In conclusion, the additional value of intraoperative 3D imaging to assess the quality of DTFJ reduction appears questionable if a suture-button system is used. Because of a considerable rate of false-negative findings, it also does not preclude incremental-value postoperative bilateral CT imaging to understand the anatomic outcome of surgical stabilization.

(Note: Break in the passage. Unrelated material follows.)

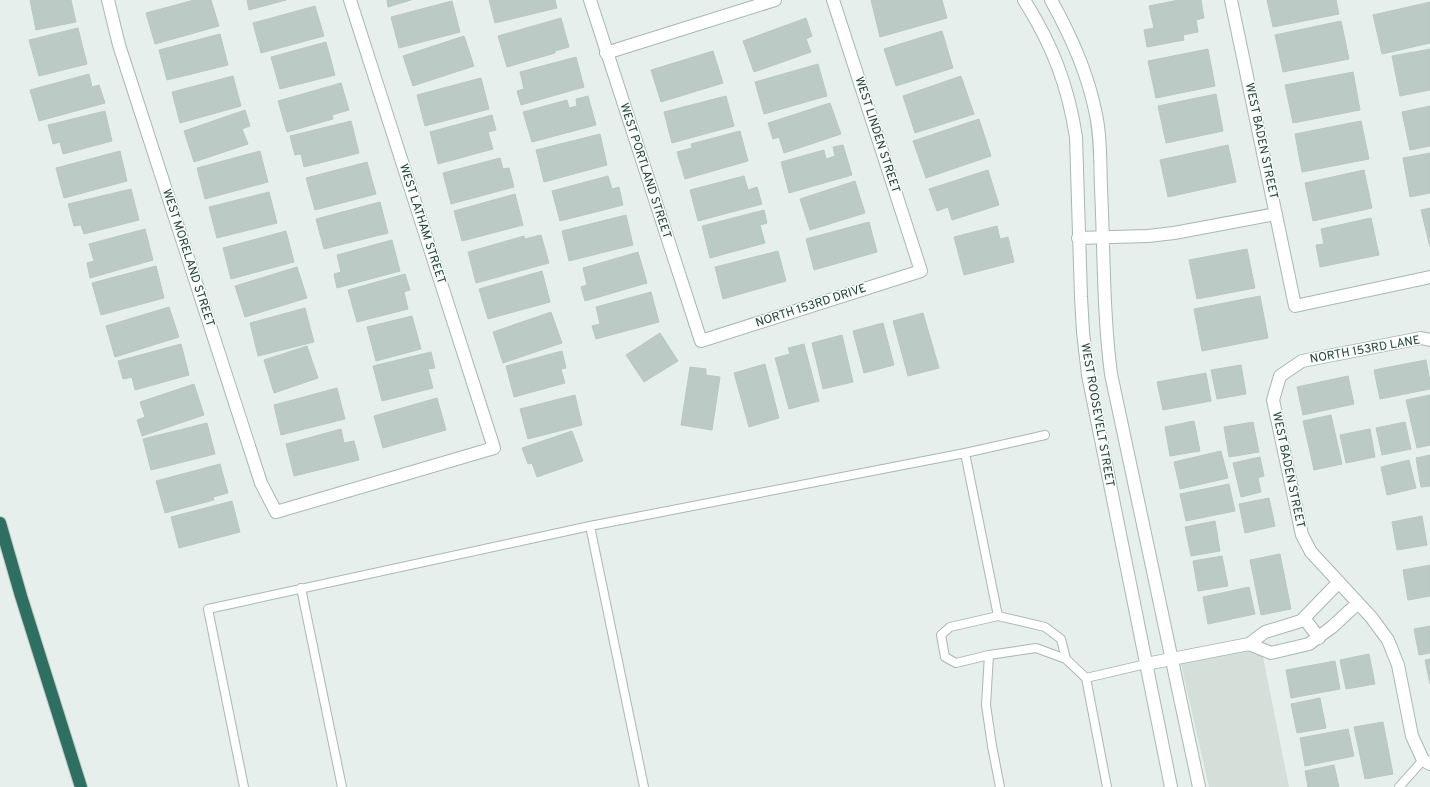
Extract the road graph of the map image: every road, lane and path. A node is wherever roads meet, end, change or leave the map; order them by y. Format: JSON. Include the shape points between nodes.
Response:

In terms of a risk-benefit consideration, we now conduct intraoperative 3D imaging when a suture-button system is used only in isolated syndesmotic injury with a ligamentous rupture of all 3 syndesmotic ligaments (anterior-inferior tibiofibular ligament, interosseous ligament, posterior-inferior tibiofibular ligament), pilon fractures to assess the quality of bony reduction, or revision cases.
Supplemental Material
sj-pdf-1-fai-10.1177_10711007221138775 – Supplemental material for Value of Intraoperative 3D Imaging on the Quality of Reduction of the Distal Tibiofibular Joint When Using a Suture-Button System
Supplemental material, sj-pdf-1-fai-10.1177_10711007221138775 for Value of Intraoperative 3D Imaging on the Quality of Reduction of the Distal Tibiofibular Joint When Using a Suture-Button System by Fabian T. Spindler, Federico P. Gaube, Wolfgang Böcker, Hans Polzer and Sebastian F. Baumbach in Foot & Ankle International
Footnotes
Ethical Approval
The study was preapproved by the local ethics committee.
Declaration of Conflicting Interests
The author(s) declared no potential conflicts of interest with respect to the research, authorship, and/or publication of this article. ICMJE forms for all authors are available online.
Funding
The author(s) received no financial support for the research, authorship, and/or publication of this article.